Data Ingestion

Overview

What is Data Ingestion?
- The process of collecting raw data from various sources.
- Sources include databases, APIs, files, and streaming systems.
- Data is ingested into a target system for storage, processing, and analysis.
Batch vs. Streaming Ingestion:
- Batch Ingestion: Processing data in chunks or batches (e.g., hourly, daily, weekly).
- Streaming Ingestion: Processing data as a continuous stream (e.g., real-time).

Batch vs. Streaming Ingestion

Batch Ingestion:
- Processes data in bounded chunks (e.g., by time, size, or number of records).
- Examples:
  - Ingesting all sales data from the past week.
  - Ingesting data every 10 GB or every 1000 records.
- Micro-batch: A hybrid approach where batches are processed more frequently (e.g., every minute).
Streaming Ingestion:
- Processes data as a continuous, unbounded stream.
- Examples:
  - Real-time stock price updates.
  - User clicks on a website.
Continuum Between Batch and Streaming:
- Batch and streaming exist on a spectrum.
- High-frequency batch ingestion (e.g., every second) can approach streaming.

Ingestion Patterns

ETL (Extract, Transform, Load):
- Traditional batch ingestion pattern.
- Extract data → Transform in a staging area → Load into a target system (e.g., data warehouse).
- Best for structured data with clear transformation rules.
ELT (Extract, Load, Transform):
- Extract data → Load into a target system → Transform within the target system.
- Best for exploratory analysis or when transformation requirements are unclear.
- Risk of creating a data swamp (unorganized, unmanageable data).

Ingestion from Different Source Systems

Databases:
- Use connectors like JDBC or ODBC.
- Set up ingestion at regular intervals or when new data is recorded.
- Tools: AWS Glue ETL.
APIs:
- Set up connections based on API-specific protocols.
- Constraints: Rate limits, data size limits.
- Tools: API client libraries, managed data platforms.
Files:
- Use object storage systems (e.g., S3).
- Manual file transfer: SFTP, SCP.
Streaming Systems:
- Use message queues or event streaming platforms (e.g., Kafka, Kinesis).
- Example: Ingesting IoT device or sensor data.

Case Study: Batch Ingestion from a REST API

Scenario:
- Marketing analyst wants to analyze Spotify data (music trends) alongside product sales.
- Data will be ingested from the Spotify API.
Key Requirements:
- Ingest data from a third-party API.
- Store and serve data for analysis.
- Use ELT for flexibility in transformation.

Case Study: Streaming Ingestion from Web Server Logs

Scenario:
- Ingest real-time user activity data from a website for a product recommender system.
- Data will be ingested from a Kinesis Data Stream.
Key Requirements:
- Separate user activity data from system metrics.
- Ingest data in JSON format.
- Expected message rate: ~1000 events/second (~1 MB/s).
- Retain messages in the stream for 1 day.

Streaming Ingestion Details

Message Queues vs.

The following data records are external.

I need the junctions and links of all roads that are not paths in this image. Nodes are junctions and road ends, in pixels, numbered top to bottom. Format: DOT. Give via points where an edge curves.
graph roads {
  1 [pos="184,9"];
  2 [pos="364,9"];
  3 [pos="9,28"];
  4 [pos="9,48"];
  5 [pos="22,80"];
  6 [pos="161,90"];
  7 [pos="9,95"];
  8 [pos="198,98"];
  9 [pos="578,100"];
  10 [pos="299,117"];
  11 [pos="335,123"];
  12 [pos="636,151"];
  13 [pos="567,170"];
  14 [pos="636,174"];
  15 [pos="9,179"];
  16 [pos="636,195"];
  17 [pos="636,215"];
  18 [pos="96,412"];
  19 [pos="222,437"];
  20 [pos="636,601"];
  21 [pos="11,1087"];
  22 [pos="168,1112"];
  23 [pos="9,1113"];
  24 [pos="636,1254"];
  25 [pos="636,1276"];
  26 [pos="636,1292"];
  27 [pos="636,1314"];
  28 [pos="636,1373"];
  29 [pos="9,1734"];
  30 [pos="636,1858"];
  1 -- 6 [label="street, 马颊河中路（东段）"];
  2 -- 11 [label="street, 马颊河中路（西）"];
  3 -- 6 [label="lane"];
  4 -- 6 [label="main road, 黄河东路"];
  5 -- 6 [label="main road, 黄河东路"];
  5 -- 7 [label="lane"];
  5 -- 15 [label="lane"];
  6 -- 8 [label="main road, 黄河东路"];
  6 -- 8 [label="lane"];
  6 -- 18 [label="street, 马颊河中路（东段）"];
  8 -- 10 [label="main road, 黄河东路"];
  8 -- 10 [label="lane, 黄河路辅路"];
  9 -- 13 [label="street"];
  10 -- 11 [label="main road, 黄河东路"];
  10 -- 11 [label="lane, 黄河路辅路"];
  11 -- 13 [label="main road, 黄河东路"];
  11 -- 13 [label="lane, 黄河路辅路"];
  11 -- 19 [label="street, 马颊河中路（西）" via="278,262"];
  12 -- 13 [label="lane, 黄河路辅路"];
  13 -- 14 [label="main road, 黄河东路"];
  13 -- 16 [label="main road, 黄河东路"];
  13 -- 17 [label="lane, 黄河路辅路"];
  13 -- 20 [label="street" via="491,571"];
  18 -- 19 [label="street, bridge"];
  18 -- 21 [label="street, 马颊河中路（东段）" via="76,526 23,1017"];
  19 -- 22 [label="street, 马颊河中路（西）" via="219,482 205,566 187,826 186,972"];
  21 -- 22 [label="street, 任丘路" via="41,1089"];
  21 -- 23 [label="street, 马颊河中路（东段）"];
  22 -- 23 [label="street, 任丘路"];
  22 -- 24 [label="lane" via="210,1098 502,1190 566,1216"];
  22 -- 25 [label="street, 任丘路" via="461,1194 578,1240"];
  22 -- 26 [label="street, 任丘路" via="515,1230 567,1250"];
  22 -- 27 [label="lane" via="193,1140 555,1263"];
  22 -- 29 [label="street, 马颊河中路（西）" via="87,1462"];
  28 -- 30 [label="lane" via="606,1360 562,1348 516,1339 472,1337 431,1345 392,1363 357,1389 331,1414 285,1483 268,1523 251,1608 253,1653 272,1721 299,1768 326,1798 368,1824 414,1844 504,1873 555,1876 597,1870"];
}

Event Streaming Platforms:
- Message Queues:
  - FIFO (First In, First Out).
  - Messages are deleted after consumption.
- Event Streaming Platforms:
  - Messages are stored in an append-only log.
  - Messages can be replayed or reprocessed.
  - Examples: Kafka, Kinesis.
Kafka:
- Topics: Categories for related events.
- Partitions: Subsets of messages within a topic.
- Consumer Groups: Groups of consumers that read from partitions.
Kinesis:
- Streams: Equivalent to Kafka topics.
- Shards: Equivalent to Kafka partitions.
- Capacity:
  - Each shard supports up to 1 MB/s write and 2 MB/s read.
  - On-demand mode: Automatically scales shards based on traffic.
  - Provisioned mode: Manually set the number of shards.

Key Takeaways

Batch Ingestion:
- Processes data in chunks.
- Best for historical analysis or large datasets.
- Tools: ETL, ELT.
Streaming Ingestion:
- Processes data in real-time.
- Best for real-time analytics or event-driven systems.
- Tools: Kafka, Kinesis.
Source Systems:
- Databases, APIs, files, and streaming systems each have unique ingestion considerations.
- Choose the right ingestion pattern based on the source system and business use case.

Change Data Capture (CDC)

What is CDC?

Definition: CDC is a method for capturing and tracking changes (inserts, updates, deletes) in a database and making these changes available for downstream systems.
Purpose: Ensures data synchronization between source systems (e.g., databases) and target systems (e.g., data warehouses, analytics platforms).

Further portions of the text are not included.